** EXERCISE INPUTS follows **

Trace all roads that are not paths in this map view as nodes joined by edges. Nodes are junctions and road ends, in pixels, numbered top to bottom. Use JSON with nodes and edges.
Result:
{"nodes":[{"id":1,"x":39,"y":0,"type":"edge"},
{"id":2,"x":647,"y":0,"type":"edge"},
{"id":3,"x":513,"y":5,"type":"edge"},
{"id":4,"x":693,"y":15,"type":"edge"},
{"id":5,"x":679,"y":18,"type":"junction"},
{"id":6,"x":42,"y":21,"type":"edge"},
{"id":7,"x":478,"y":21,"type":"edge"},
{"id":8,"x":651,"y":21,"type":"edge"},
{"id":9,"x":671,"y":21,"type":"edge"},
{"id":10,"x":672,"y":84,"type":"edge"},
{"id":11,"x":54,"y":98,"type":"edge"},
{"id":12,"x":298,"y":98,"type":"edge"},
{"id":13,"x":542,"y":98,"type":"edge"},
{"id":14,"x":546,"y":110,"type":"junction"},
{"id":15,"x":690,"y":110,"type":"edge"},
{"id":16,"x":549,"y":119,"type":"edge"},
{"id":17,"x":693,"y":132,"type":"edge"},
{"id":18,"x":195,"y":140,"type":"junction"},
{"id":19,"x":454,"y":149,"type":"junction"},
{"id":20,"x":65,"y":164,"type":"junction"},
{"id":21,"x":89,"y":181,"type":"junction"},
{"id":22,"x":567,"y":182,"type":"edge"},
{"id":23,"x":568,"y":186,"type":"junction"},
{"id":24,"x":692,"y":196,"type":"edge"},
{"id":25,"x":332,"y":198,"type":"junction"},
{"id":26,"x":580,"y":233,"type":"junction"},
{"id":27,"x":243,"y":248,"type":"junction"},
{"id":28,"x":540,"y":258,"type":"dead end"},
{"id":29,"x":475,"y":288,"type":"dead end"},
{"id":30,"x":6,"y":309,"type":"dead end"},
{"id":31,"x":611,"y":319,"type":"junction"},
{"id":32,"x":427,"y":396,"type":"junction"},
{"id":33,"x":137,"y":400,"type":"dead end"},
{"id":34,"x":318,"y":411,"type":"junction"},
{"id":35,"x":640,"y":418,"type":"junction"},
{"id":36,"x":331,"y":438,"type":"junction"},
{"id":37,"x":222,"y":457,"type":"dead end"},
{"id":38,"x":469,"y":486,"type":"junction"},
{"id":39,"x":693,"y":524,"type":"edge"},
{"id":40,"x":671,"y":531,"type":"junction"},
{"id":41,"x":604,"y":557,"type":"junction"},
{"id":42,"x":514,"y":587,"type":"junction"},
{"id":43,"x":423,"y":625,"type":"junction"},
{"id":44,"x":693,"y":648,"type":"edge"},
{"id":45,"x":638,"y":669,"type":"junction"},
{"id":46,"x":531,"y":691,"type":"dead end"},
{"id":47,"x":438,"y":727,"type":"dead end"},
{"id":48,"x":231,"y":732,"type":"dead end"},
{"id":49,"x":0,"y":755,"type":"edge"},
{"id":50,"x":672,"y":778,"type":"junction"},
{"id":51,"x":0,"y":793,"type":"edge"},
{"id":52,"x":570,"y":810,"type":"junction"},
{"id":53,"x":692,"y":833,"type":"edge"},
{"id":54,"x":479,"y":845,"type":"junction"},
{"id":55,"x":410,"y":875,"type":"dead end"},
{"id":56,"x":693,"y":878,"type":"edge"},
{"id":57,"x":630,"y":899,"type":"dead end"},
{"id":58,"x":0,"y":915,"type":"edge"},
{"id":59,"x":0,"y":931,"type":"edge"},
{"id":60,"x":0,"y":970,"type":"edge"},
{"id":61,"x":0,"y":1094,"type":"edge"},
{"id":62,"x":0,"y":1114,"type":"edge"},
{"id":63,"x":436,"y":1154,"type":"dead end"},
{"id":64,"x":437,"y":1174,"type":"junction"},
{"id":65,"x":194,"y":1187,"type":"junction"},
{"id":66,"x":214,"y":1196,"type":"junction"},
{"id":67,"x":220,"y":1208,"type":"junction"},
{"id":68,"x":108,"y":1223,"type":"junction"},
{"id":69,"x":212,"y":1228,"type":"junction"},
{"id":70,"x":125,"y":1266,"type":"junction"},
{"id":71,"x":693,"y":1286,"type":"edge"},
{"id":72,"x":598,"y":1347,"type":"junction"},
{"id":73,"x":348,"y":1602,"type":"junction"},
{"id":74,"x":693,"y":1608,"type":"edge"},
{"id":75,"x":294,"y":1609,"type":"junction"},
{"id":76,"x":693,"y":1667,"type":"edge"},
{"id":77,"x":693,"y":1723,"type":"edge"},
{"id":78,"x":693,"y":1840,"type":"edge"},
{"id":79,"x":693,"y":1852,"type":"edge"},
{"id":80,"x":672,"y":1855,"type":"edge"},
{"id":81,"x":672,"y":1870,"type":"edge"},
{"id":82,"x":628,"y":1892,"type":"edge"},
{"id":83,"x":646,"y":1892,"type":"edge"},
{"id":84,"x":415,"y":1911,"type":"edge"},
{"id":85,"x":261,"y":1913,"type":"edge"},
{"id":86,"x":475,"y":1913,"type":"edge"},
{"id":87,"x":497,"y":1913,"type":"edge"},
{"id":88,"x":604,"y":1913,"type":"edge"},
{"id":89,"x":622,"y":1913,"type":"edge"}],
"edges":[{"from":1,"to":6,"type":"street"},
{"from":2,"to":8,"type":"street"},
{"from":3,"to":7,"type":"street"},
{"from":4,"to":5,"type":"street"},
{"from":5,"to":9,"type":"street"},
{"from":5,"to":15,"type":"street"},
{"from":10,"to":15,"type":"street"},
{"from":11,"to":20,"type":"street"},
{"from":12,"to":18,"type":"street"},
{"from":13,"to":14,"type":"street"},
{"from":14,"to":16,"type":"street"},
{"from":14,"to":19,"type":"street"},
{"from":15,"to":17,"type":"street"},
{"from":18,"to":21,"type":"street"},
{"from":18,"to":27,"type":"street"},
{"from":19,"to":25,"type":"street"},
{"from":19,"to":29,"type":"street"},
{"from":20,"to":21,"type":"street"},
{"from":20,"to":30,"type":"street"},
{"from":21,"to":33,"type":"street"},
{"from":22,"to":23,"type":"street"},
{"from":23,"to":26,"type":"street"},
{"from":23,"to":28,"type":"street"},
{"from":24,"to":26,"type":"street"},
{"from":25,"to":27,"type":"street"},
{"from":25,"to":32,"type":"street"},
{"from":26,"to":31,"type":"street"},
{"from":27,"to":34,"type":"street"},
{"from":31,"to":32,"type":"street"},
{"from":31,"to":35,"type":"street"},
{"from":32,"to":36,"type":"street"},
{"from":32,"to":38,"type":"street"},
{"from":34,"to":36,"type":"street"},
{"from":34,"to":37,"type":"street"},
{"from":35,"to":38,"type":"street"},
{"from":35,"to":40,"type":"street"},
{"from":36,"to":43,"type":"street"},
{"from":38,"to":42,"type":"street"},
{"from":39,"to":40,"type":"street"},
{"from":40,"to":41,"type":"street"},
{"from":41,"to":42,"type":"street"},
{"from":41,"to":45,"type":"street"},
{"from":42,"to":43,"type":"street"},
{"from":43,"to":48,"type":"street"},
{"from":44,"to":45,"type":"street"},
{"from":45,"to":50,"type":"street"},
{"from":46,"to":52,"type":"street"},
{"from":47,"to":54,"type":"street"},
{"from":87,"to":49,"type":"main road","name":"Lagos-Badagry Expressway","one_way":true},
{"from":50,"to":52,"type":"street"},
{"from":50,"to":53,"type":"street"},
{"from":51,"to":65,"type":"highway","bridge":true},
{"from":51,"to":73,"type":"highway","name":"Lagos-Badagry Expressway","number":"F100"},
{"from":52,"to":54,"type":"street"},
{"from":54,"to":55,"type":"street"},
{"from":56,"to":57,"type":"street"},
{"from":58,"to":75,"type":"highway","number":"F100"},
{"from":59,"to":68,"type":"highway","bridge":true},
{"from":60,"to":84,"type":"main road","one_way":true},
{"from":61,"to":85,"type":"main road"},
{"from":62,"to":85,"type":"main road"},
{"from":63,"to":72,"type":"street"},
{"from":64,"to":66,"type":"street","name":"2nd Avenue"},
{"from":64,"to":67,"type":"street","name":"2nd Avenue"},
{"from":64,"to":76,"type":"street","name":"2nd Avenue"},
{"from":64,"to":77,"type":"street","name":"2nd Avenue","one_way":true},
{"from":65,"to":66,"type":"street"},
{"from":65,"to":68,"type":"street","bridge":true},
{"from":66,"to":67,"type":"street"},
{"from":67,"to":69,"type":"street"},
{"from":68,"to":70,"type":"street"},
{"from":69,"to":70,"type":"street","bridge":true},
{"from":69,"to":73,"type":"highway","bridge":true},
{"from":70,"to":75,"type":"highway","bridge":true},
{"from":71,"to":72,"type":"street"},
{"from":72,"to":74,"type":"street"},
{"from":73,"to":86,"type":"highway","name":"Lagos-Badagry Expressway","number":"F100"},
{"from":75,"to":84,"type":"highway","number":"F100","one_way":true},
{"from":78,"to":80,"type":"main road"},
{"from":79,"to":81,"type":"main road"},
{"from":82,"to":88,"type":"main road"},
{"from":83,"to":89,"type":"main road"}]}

** End of EXERCISE INPUTS **

DESCRIPTION OF THE TASK:
Some lines above hold the word "bridge". Copy all of them.

RESULT OF THE EXERCISE:
{"from":51,"to":65,"type":"highway","bridge":true},
{"from":59,"to":68,"type":"highway","bridge":true},
{"from":65,"to":68,"type":"street","bridge":true},
{"from":69,"to":70,"type":"street","bridge":true},
{"from":69,"to":73,"type":"highway","bridge":true},
{"from":70,"to":75,"type":"highway","bridge":true},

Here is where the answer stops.